The interplay between OVs and the immune system is at times a love–hate relationship. The ability to deliver OVs to tumors by systemic administration is a huge value of the platform but of course may be curtailed by the evolution of the immune response against the vector itself. When given appropriately in animal models, OVs are clearly capable of harnessing the innate and adaptive arms of the immune response they elicit, potentially bringing together both aspects of human cancer immunotherapy recently endorsed by the clinical success of sipuleucel-T92 and ipilimumab.93 The current consensus from the available preclinical data is that the immune response to OV is neither pure hindrance nor pure help, but something of both. The challenge is how best to manipulate the system to maximize benefit for clinical application. Additional factors which impact on the interface between oncolytic virotherapy and cancer immunotherapy are multiple and include the method as well as route of delivery (“neat” OV versus cell delivered94), co-treatment with other modalities (biotherapeutics,95 small molecules,96,97 chemotherapy,98 and radiotherapy99 and tumor-associated factors such as the vasculature and interstitial pressure.100,101,102

Old-fashioned vaccinology, as well as complementary advances in cancer immunotherapy which were not initially developed with OVs in mind, are now suggesting further rational strategies for improved viro-immunotherapy.
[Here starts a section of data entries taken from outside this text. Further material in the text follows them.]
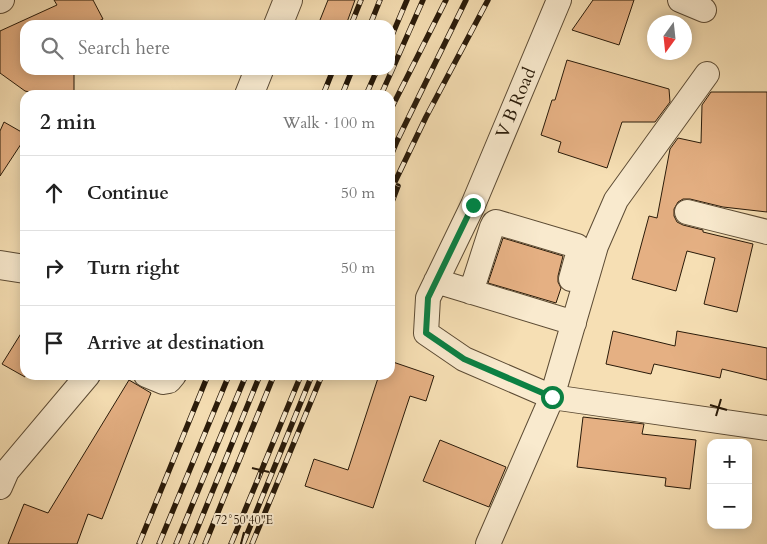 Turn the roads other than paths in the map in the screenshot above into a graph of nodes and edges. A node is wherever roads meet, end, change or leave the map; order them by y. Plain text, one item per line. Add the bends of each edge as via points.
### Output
1 (288, 0) edge
2 (559, 0) edge
3 (680, 0) edge
4 (704, 10) dead end
5 (280, 20) edge
6 (707, 74) dead end
7 (257, 75) edge
8 (251, 90) edge
9 (686, 212) dead end
10 (767, 232) edge
11 (0, 265) edge
12 (20, 268) edge
13 (436, 281) junction
14 (471, 292) junction
15 (567, 321) junction
16 (84, 380) edge
17 (158, 380) edge
18 (170, 380) edge
19 (552, 397) junction
20 (767, 428) edge
21 (2, 476) edge
22 (488, 544) edge

1 - 5 street
2 - 13 street, V B Road via 473,205
3 - 4 street
6 - 15 street via 616,200
7 - 8 street
9 - 10 street
11 - 12 street
13 - 14 street
13 - 19 street, V B Road via 428,298 426,333 464,359
14 - 15 street
14 - 15 street via 496,222 575,245 579,250
15 - 19 street
16 - 21 street
17 - 18 street
19 - 20 street
19 - 22 street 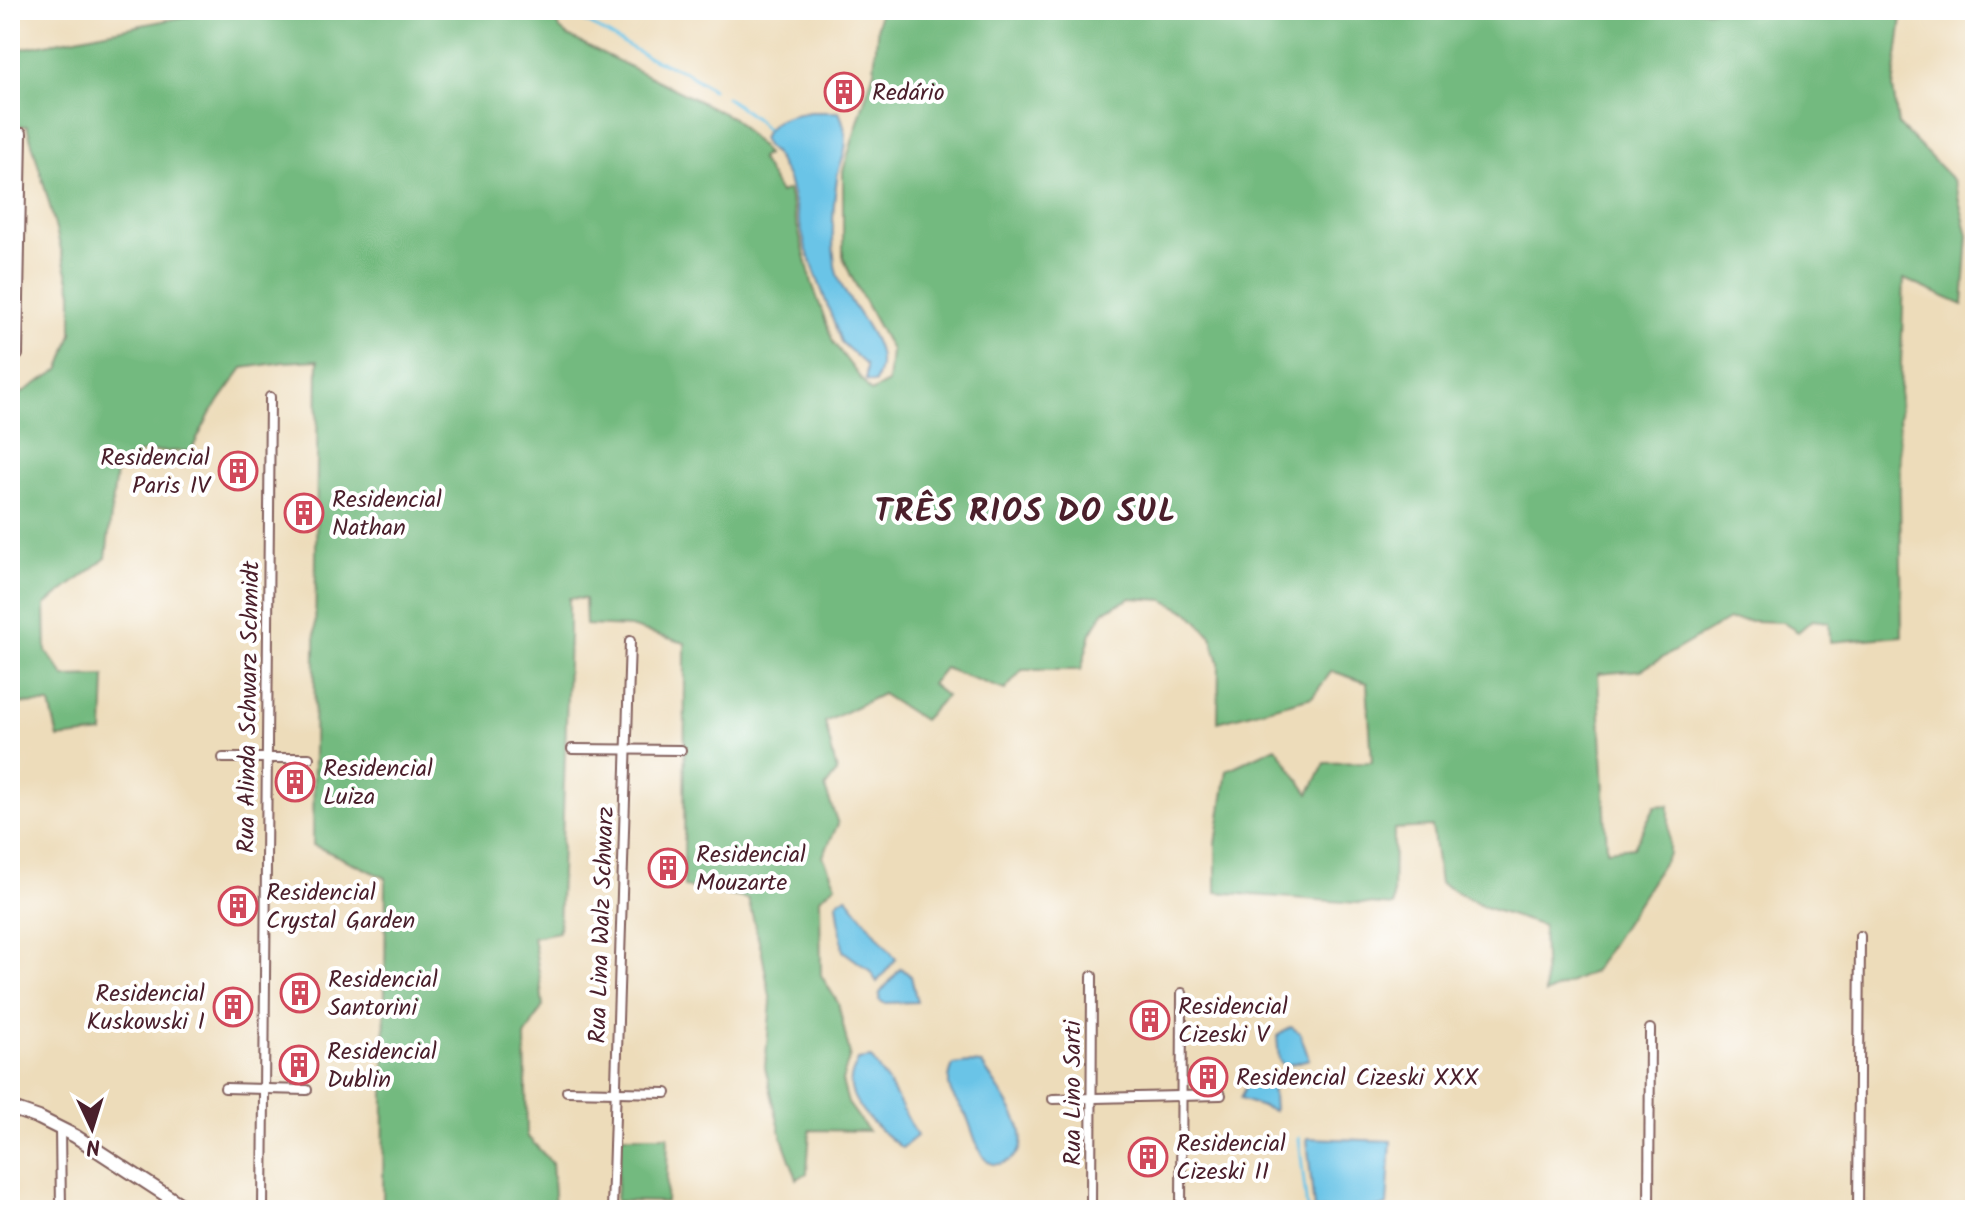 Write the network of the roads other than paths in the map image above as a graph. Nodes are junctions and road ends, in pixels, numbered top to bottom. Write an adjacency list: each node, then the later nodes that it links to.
1 (22, 133): 2 (street)
2 (14, 355)
3 (270, 397): 9 (street, Rua Alinda Schwarz Schmidt)
4 (630, 641): 6 (street, Rua Lina Walz Schwarz)
5 (572, 749): 6 (street)
6 (627, 749): 7 (street); 19 (street, Rua Lina Walz Schwarz)
7 (681, 750)
8 (223, 758): 9 (street)
9 (267, 758): 10 (street); 16 (street, Rua Alinda Schwarz Schmidt)
10 (309, 758)
11 (1860, 936): 35 (street)
12 (1092, 976): 23 (street, Rua Lino Sarti)
13 (1182, 993): 21 (street)
14 (1650, 1029): 34 (street)
15 (225, 1088): 16 (street)
16 (264, 1089): 17 (street); 30 (street, Rua Alinda Schwarz Schmidt)
17 (307, 1090)
18 (567, 1091): 19 (street)
19 (616, 1092): 20 (street); 31 (street, Rua Lina Walz Schwarz)
20 (666, 1093)
21 (1182, 1095): 22 (street); 23 (street); 33 (street)
22 (1221, 1095)
23 (1093, 1097): 24 (street); 32 (street, Rua Lino Sarti)
24 (1053, 1099)
25 (10, 1108): 26 (street)
26 (60, 1128): 27 (street); 28 (street)
27 (170, 1204): 29 (street)
28 (61, 1210)
29 (189, 1210)
30 (263, 1210)
31 (612, 1210)
32 (1091, 1210)
33 (1181, 1210)
34 (1649, 1210)
35 (1858, 1210) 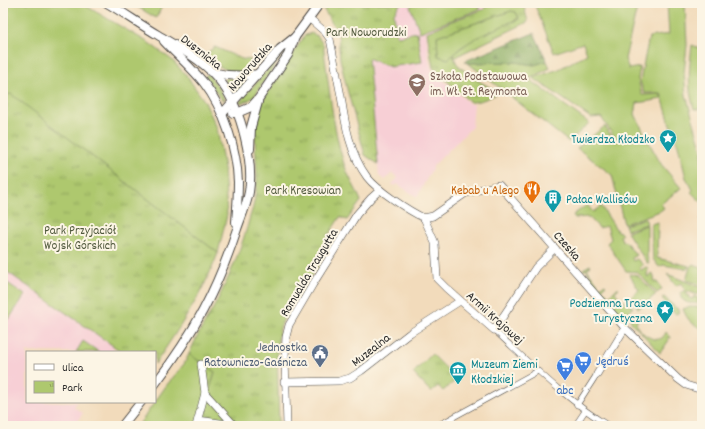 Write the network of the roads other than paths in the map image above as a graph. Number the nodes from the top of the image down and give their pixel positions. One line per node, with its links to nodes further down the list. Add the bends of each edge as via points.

Using OVs as vaccines to expand T cells which can be genetically modified with CAR, and protocols based on classic prime-boost immune priming are two examples in a field of united immune- and viral-therapies which is already blossoming in the laboratory. We believe that it is time to move toward more clinical testing of the ideas presented in this review, including extensive monitoring of the immune response against both virus and tumor in patients, to provide as much translational data as possible for continued iterative testing and optimization between laboratory and clinic.